The reports of E&Y on the American Entities’ financial statements as of and for the year ended December 31, 2013 did not contain an adverse opinion or a disclaimer of opinion and were not qualified or modified as to uncertainty, audit scope, or accounting principles, except for E&Y’s report on AAG’s financial statements stating that E&Y did not audit the financial statements of USG as of December 31, 2013 and for the period from December 9, 2013 through December 31, 2013. The reports of E&Y on the American Entities’ financial statements as of and for the year ended December 31, 2012 did not contain an adverse opinion or a disclaimer of opinion and were not qualified or modified as to uncertainty, audit scope, or accounting principles except for an explanatory paragraph stating that the accompanying consolidated financial statements were prepared assuming that AMR and American would continue as going concerns.

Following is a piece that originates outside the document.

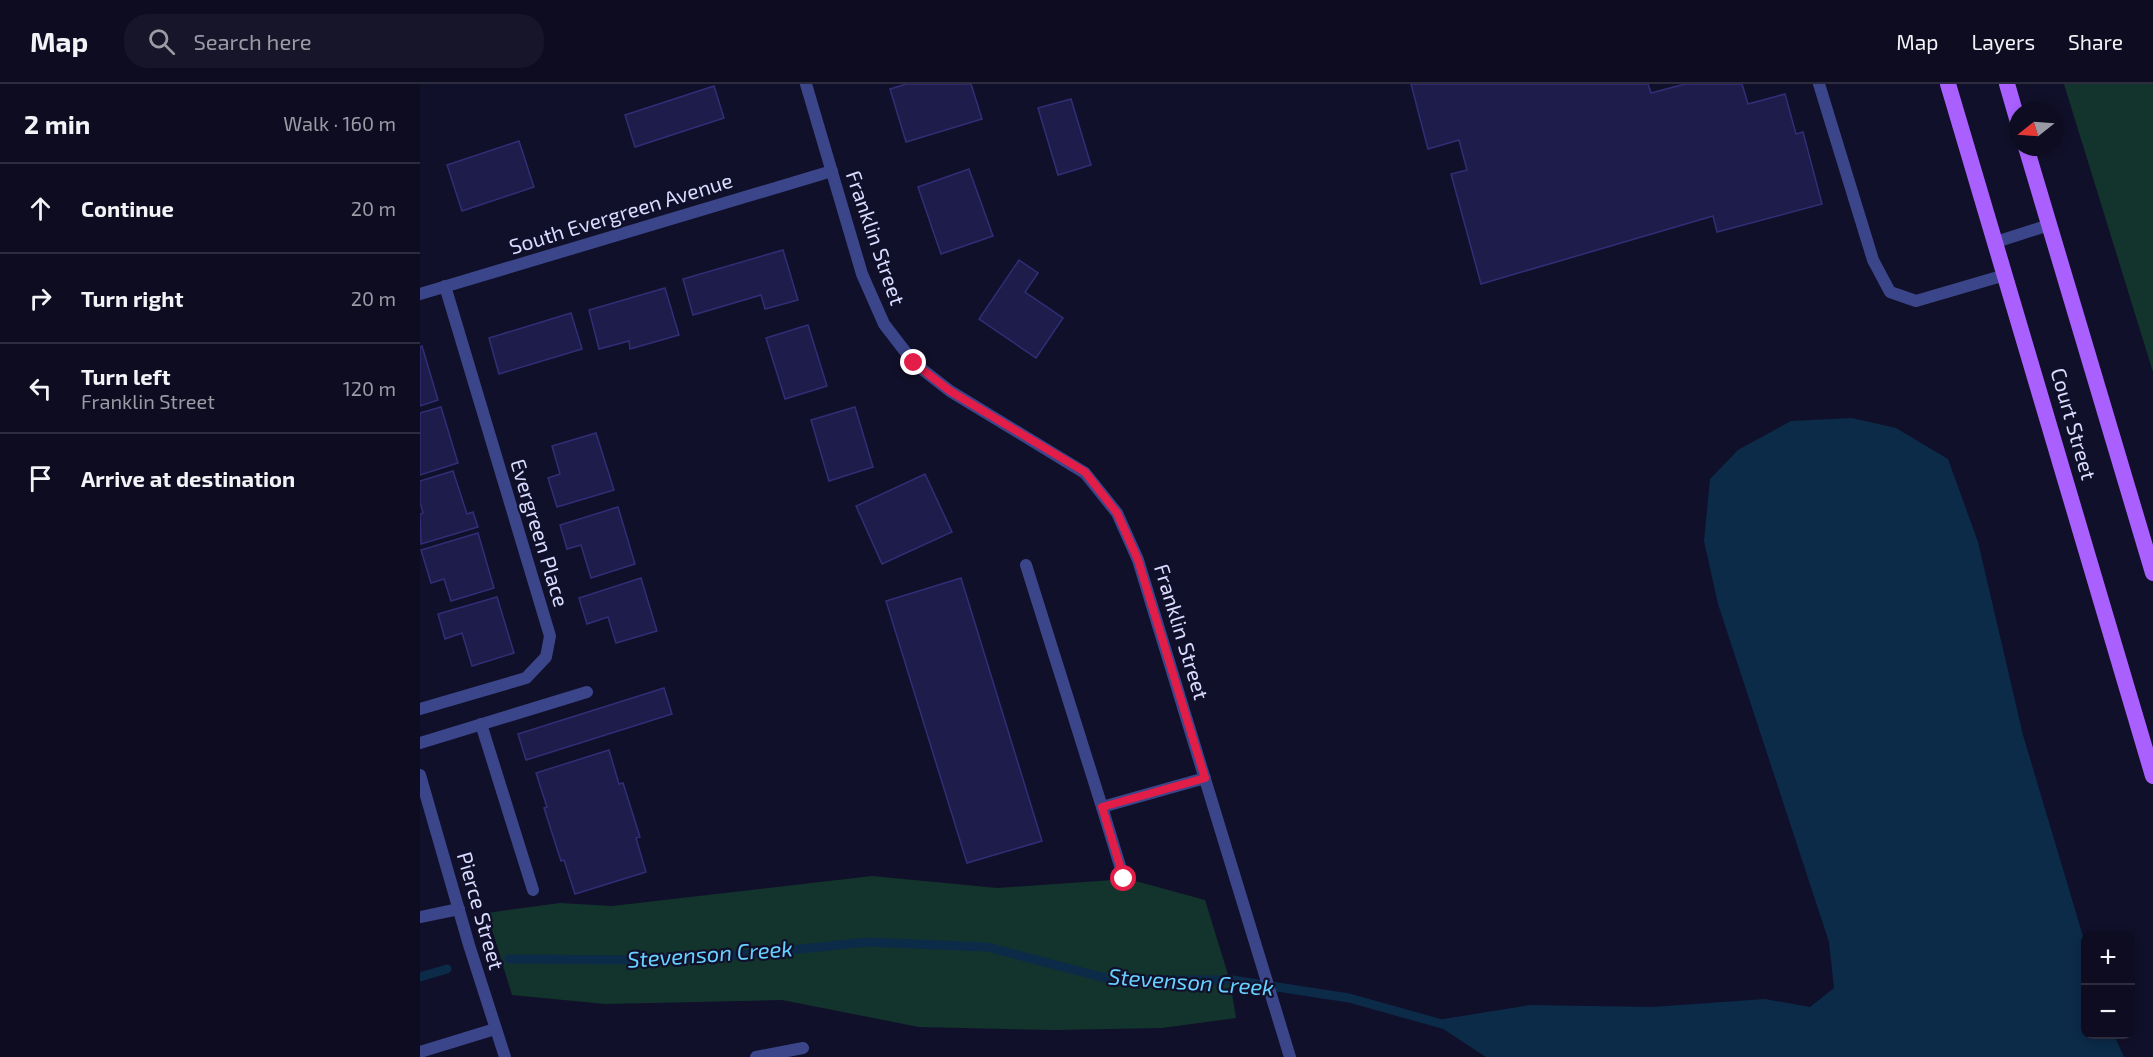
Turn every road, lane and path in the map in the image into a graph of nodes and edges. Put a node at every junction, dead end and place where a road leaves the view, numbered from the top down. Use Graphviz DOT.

During the fiscal year ended December 31, 2013, and the subsequent interim period through February 28, 2014, of AAG and its subsidiaries, and the American Entities’ fiscal year ended December 31, 2012, there were no: (i) disagreements with E&Y on any matter of accounting principles or practices, financial statement disclosure, or auditing scope or procedure, which disagreements, if not resolved to the satisfaction of E&Y, would have caused it to make reference to the subject matter of the disagreements in connection with its report; or (ii) reportable events of the kind defined in Item 304(a)(1)(v) of Regulation S-K under the Securities Exchange Act of 1934, as amended (“Regulation S-K”).

AAG provided E&Y with a copy of this Current Report on Form 8-K, and AAG requested that E&Y furnish a letter addressed to the Securities and Exchange Commission stating whether it agrees with the statements made herein, and if not, stating the respects in which it does not agree. AAG has received the requested letter from E&Y, and a copy of the letter is filed as Exhibit 16.1 to this Current Report on Form 8-K.

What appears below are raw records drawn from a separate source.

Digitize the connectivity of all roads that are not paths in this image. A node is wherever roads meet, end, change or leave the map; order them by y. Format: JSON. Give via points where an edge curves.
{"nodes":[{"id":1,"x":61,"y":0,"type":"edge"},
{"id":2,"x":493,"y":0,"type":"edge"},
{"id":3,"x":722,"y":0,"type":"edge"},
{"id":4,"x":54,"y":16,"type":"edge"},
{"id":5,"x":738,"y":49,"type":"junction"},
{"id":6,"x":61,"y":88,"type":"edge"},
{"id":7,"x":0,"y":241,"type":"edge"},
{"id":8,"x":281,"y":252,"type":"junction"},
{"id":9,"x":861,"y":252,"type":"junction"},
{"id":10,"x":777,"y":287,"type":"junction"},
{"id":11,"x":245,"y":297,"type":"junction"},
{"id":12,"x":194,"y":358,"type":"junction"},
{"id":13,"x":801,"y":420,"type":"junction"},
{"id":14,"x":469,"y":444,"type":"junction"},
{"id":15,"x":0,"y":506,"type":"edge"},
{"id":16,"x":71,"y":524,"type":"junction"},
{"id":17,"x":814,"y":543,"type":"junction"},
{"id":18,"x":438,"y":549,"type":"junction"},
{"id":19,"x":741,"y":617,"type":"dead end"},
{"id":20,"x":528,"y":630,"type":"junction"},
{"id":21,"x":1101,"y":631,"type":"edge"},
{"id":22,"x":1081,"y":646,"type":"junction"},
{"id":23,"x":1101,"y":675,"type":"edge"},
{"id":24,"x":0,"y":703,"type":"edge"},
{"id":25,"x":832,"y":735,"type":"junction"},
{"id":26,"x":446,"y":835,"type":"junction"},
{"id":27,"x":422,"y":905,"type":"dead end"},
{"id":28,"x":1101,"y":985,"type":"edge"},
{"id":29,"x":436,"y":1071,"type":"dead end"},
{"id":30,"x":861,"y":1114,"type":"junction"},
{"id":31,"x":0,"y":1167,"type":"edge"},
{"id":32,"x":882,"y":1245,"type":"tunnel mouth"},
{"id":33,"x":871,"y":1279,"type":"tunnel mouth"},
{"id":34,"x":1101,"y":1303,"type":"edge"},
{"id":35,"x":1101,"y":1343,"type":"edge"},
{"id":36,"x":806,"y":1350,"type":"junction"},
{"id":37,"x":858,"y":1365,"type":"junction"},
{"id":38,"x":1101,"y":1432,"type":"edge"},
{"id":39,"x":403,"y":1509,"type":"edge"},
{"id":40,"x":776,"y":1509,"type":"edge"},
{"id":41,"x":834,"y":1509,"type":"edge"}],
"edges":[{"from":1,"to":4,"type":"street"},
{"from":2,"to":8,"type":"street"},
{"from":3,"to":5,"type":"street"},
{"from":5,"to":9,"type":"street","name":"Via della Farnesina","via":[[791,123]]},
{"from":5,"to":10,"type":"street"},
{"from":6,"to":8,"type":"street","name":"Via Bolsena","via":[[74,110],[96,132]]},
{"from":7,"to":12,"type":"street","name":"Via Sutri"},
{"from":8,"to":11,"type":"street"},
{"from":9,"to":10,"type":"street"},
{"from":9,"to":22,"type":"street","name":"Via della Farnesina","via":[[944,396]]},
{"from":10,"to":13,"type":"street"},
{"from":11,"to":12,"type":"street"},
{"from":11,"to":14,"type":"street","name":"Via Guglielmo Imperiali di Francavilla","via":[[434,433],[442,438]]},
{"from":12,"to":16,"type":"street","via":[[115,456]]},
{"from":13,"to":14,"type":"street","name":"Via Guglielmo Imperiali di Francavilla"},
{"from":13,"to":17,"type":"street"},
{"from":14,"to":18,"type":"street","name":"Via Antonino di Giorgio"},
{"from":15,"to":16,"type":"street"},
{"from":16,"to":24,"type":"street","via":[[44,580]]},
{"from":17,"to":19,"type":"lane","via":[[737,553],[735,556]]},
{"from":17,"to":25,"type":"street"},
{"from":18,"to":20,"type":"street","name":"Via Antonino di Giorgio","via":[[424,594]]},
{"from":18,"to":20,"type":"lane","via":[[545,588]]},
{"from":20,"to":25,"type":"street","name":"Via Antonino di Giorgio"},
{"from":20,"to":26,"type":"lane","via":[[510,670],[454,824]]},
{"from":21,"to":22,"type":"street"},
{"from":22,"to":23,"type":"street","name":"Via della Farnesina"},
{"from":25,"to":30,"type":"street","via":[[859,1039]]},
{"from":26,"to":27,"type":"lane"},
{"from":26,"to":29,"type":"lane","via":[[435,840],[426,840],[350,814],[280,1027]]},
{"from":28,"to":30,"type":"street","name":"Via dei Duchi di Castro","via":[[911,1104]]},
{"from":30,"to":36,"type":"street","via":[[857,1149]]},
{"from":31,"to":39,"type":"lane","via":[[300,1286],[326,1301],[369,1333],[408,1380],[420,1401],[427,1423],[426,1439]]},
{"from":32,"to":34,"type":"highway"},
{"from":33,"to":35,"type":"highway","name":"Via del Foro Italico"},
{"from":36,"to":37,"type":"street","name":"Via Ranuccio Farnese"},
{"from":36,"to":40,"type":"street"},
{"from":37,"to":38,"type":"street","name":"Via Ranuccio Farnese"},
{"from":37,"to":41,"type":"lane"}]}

During the fiscal year ended December 31, 2013, and the subsequent interim period through February 28, 2014, of AAG and its subsidiaries, and the American Entities’ fiscal year ended December 31, 2012, neither AAG and its subsidiaries nor the American Entities, respectively, consulted KPMG regarding either: (i) the application of accounting principles to a specified transaction, either completed or proposed; or the type of audit opinion that might be rendered on AAG and its subsidiaries or the American Entities’ financial statements, and neither a written report nor oral advice was provided that KPMG concluded was an important factor considered by AAG and its subsidiaries or the American Entities in reaching a decision as to the accounting, auditing or financial reporting issue; or (ii) any matter that was either the subject of a disagreement (as defined in paragraph 304(a)(1)(iv) of Regulation S-K and the related instructions to Item 304 of Regulation S-K) or a reportable event (as described in paragraph 304(a)(1)(v) of Regulation S-K).

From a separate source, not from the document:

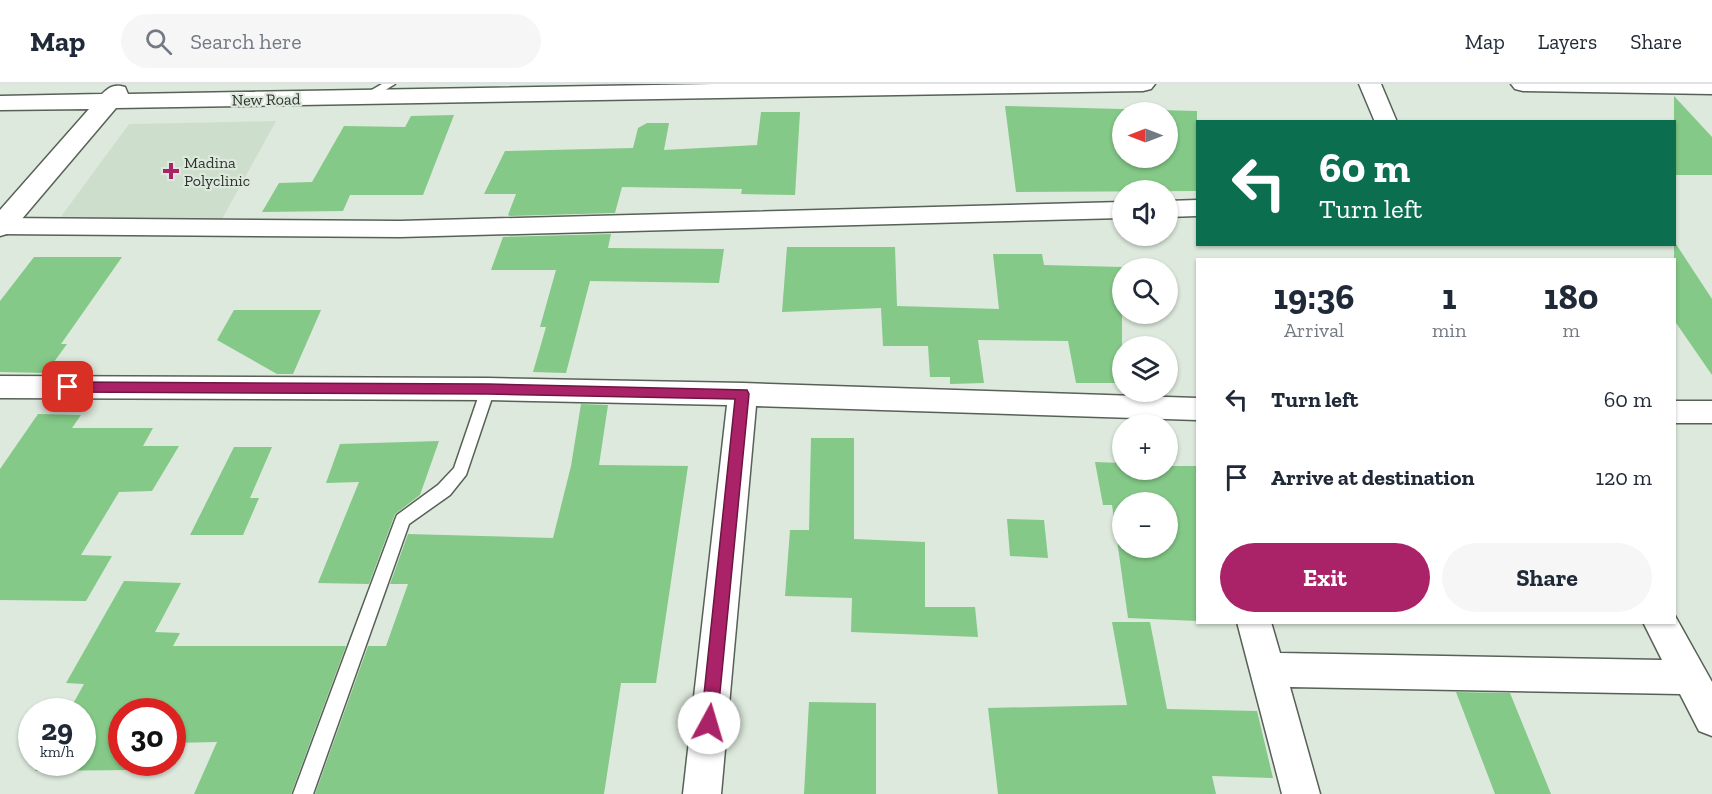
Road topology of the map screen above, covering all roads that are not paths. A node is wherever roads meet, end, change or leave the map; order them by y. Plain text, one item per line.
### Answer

Item 9.01. Financial Statements and Exhibits.

 

(d) Exhibits.

 

Exhibit No.

  

Description

16.1    Letter of Ernst & Young LLP dated March 3, 2014.


SIGNATURES

Pursuant to the requirements of the Securities Exchange Act of 1934, the registrant has duly caused this report to be signed on its behalf by the undersigned hereunto duly authorized.

 

American Airlines Group Inc.

/s/ Derek J. Kerr

Derek J. Kerr
Executive Vice President and Chief Financial Officer

Dated: March 3, 2014

Pursuant to the requirements of the Securities Exchange Act of 1934, the registrant has duly caused this report to be signed on its behalf by the undersigned hereunto duly authorized.

 

American Airlines, Inc.

/s/ Derek J. Kerr

Derek J. Kerr
Executive Vice President and Chief Financial Officer

Dated: March 3, 2014


EXHIBIT INDEX

 

Exhibit

No.

  

Description

16.1    Letter of Ernst & Young LLP dated March 3, 2014.